As Kenyans stared down the barrel of a nationwide strike in the transportation sector, President William Ruto departed Kenya on a chartered luxury private jet.
President Ruto hired a Boeing 737-8DV (BBJ2) to take him from Nairobi to Azerbaijan on Sunday May 17 for a two-day State visit.
Estimates show that taxpayers may have paid for the jet at costs of over Sh32 million for the trip to Baku in Azerbaijan. This cost excludes additional costs that may have been incurred by the extra delegations that the president traveled with.
This private jet was manufactured in 2001 and is considered one of the most sought after private chartered jets in the world. It has a capacity for 19 to 50 guests on board.
Incidentally, this is not the first time that President Ruto is splashing millions of money on private jets at the expense of national crisis in Kenya. In May 2024, Ruto hired a Boeing 737-700 business jet that is operated by the Royal Jet of Dubai to take him from Nairobi to the US.
The Royal Jet of Dubai is an airline that is based at Abu Dhabi in the United Arabs Emirates (UAE). To take Ruto to the US and back, Kenyan taxpayers will pay a bill of about Sh200 million.

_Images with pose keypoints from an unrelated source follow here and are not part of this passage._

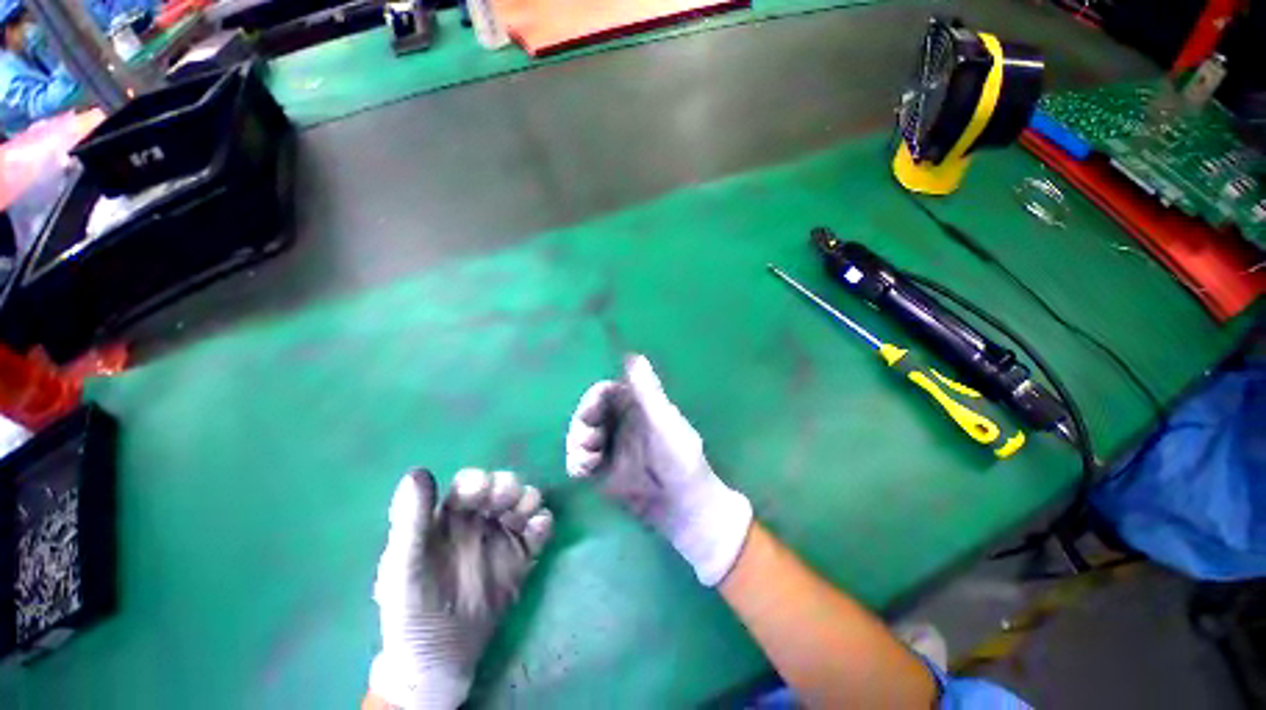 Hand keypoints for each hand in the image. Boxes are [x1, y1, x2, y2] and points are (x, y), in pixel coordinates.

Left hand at [370, 468, 552, 708]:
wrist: (439, 660)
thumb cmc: (412, 611)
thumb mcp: (404, 566)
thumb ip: (410, 520)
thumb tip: (417, 472)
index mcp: (448, 518)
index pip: (470, 484)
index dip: (479, 481)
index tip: (483, 492)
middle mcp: (478, 521)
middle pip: (502, 488)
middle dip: (509, 488)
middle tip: (508, 504)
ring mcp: (502, 538)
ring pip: (524, 503)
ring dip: (529, 500)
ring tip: (526, 516)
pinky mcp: (521, 557)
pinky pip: (539, 530)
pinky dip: (543, 523)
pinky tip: (537, 532)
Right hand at [565, 355, 751, 585]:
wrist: (683, 507)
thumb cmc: (680, 459)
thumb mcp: (664, 422)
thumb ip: (648, 390)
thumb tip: (634, 355)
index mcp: (636, 407)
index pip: (606, 391)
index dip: (594, 397)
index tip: (592, 410)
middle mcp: (620, 423)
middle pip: (588, 412)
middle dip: (582, 423)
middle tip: (589, 439)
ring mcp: (610, 447)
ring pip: (579, 435)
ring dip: (577, 443)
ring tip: (589, 458)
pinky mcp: (602, 471)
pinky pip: (579, 460)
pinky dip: (576, 462)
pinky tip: (584, 471) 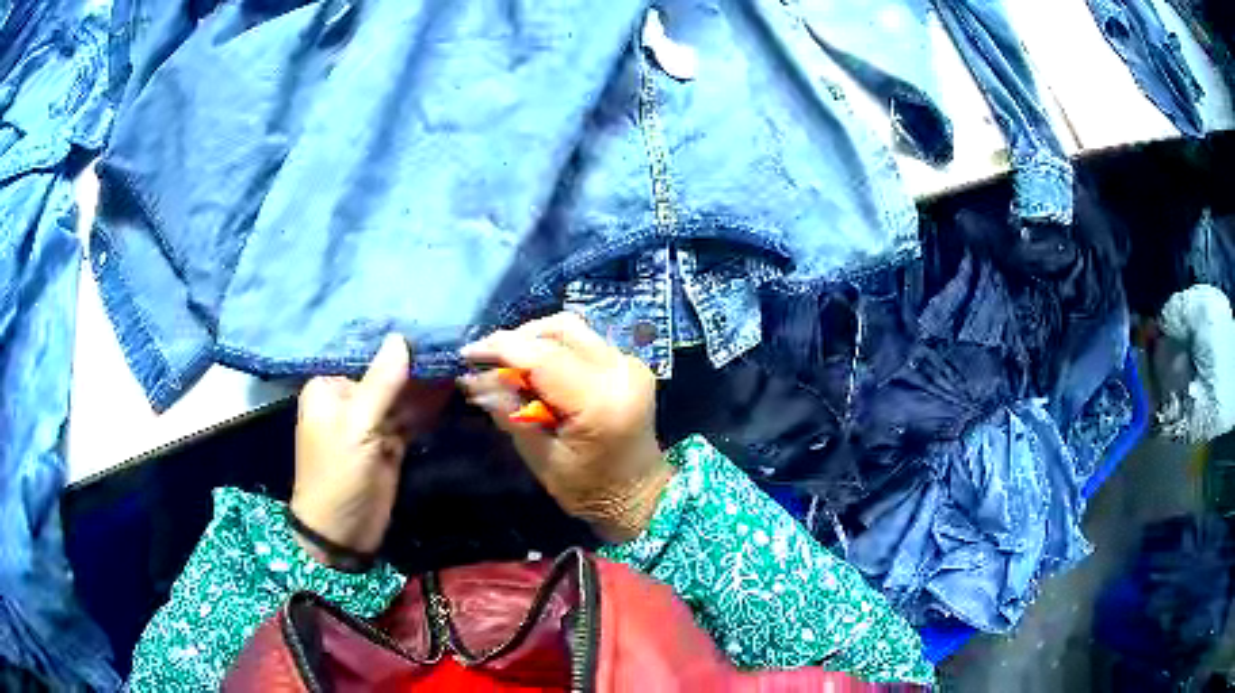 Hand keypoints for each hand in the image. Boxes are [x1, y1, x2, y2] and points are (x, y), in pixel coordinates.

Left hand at [291, 334, 450, 560]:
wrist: (341, 533)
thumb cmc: (338, 474)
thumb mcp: (357, 426)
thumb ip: (381, 383)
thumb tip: (400, 338)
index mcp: (329, 389)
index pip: (367, 358)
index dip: (398, 346)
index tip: (432, 330)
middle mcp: (348, 401)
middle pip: (387, 377)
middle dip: (417, 367)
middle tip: (454, 347)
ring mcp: (370, 424)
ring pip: (402, 398)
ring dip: (427, 387)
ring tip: (459, 363)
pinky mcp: (388, 444)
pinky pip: (410, 419)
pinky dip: (428, 409)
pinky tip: (451, 391)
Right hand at [459, 313, 672, 541]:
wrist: (640, 495)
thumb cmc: (589, 490)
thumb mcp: (541, 458)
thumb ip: (510, 413)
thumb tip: (473, 379)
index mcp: (599, 401)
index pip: (542, 357)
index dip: (501, 349)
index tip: (467, 354)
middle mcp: (620, 372)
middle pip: (559, 330)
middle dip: (516, 340)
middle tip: (486, 361)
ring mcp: (629, 364)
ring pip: (572, 329)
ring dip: (535, 339)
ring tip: (508, 363)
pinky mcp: (630, 364)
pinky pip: (585, 340)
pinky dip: (555, 346)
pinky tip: (537, 369) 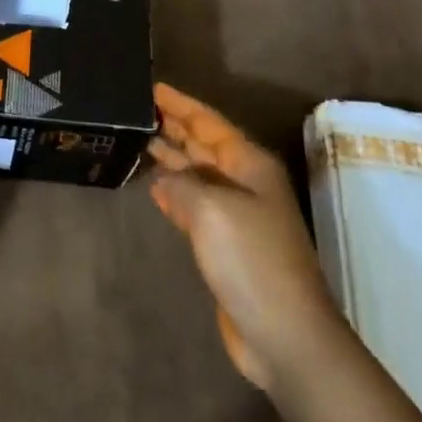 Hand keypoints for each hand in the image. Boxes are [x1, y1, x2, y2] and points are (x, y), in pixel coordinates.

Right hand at [148, 83, 335, 393]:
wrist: (284, 333)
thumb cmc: (252, 260)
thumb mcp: (211, 209)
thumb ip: (181, 184)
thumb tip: (163, 180)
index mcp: (249, 166)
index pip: (209, 123)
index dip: (181, 105)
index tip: (152, 88)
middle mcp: (245, 184)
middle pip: (204, 145)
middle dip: (175, 126)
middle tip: (137, 110)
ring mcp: (237, 216)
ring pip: (197, 175)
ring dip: (171, 158)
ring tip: (138, 140)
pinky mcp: (226, 246)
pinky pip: (194, 206)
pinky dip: (173, 193)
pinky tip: (153, 187) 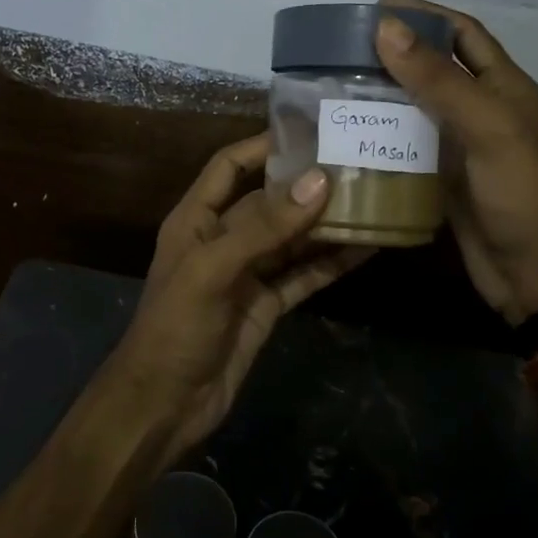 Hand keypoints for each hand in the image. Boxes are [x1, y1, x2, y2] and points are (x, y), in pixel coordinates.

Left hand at [107, 135, 373, 464]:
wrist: (165, 405)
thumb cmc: (175, 326)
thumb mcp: (214, 269)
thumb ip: (265, 227)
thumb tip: (319, 181)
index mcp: (196, 218)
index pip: (229, 166)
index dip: (263, 147)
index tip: (309, 132)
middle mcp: (223, 239)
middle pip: (269, 201)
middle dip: (307, 185)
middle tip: (356, 165)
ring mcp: (247, 274)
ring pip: (292, 239)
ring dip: (326, 223)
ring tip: (372, 200)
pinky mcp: (267, 306)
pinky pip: (303, 276)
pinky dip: (331, 263)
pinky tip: (366, 249)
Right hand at [375, 0, 537, 322]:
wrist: (535, 273)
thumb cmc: (519, 193)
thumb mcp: (485, 127)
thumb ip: (438, 79)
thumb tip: (386, 26)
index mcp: (503, 86)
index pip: (463, 33)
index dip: (426, 14)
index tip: (380, 6)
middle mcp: (482, 109)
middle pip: (435, 67)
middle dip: (397, 51)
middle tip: (346, 46)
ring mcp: (461, 144)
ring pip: (417, 105)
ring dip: (383, 92)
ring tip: (337, 82)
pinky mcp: (442, 175)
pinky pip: (407, 143)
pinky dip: (382, 133)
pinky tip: (350, 130) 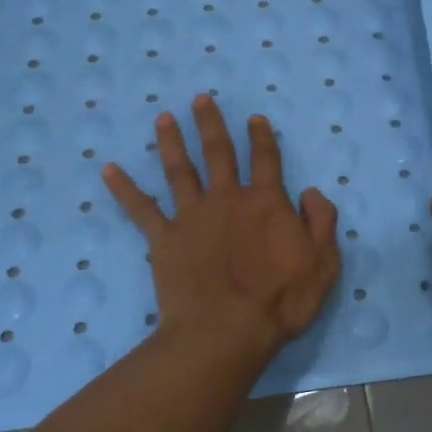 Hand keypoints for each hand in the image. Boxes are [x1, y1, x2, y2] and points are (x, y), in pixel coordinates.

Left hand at [103, 94, 341, 354]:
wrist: (225, 331)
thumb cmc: (280, 302)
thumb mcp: (323, 264)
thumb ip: (322, 222)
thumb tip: (311, 191)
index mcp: (267, 203)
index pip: (267, 160)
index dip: (263, 138)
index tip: (255, 118)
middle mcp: (228, 199)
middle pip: (219, 153)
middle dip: (211, 124)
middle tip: (201, 100)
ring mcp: (192, 216)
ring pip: (179, 170)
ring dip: (171, 142)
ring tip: (163, 119)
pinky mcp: (164, 239)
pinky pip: (141, 209)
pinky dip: (124, 189)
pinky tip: (108, 170) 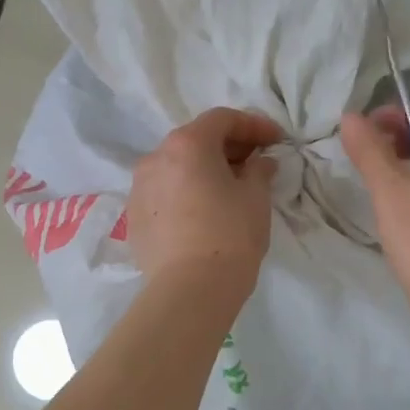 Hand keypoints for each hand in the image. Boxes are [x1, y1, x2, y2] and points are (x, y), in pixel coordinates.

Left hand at [128, 108, 282, 299]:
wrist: (189, 290)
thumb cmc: (230, 235)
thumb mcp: (255, 198)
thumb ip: (259, 170)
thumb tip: (260, 162)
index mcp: (187, 144)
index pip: (222, 119)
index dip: (253, 125)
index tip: (276, 140)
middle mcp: (155, 157)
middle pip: (195, 139)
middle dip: (228, 146)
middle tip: (255, 162)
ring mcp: (139, 187)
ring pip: (176, 166)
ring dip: (203, 168)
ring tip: (229, 187)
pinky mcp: (133, 216)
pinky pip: (164, 192)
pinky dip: (185, 191)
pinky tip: (203, 210)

A breakdown of the charges that the Royal Jet of Dubai offers for the Boeing 737-700 business jet shows that the plane is chartered at $18,000 (equivalent to Sh2.4 million per hour at the time).
The services of this plane are targeted at the elite markets of Europe and the USA. According to a quotation that was provided by the company that owns the jet to a local media house, a one-way flight from Nairobi to Atlanta, Georgia, where Ruto landed costs $748,600 (Sh98 million).
A return leg costs the same amount, bringing the total cost for a chartered Nairobi-Atlanta return flight to around Sh196 million. This quotation is for the 18-hour flight to and from Atlanta.
Ruto: Hiring over Sh. 200 million jet to US was cheaper than using Kenya Airways
This cost was expected to exceed Sh200 million as the President also used the same jet for his trip from Atlanta to Washington.
The jet plane was also expected to bill the Kenyan taxpayer for the flight from Abu Dhabi to Nairobi it took to come fly the president to US, and its return leg from Nairobi to Abu Dhabi.
After hiring this jet, he claimed that he had resulted to the hire as a way of living below his means.
“Fellow Kenyans, I have noted concerns on my mode of transport to USA. As a responsible steward of public resources and in keeping with my determination for us to live within our means and that I should lead from the front in so doing, the cost was less than travelling on Kenya Airways,” he said.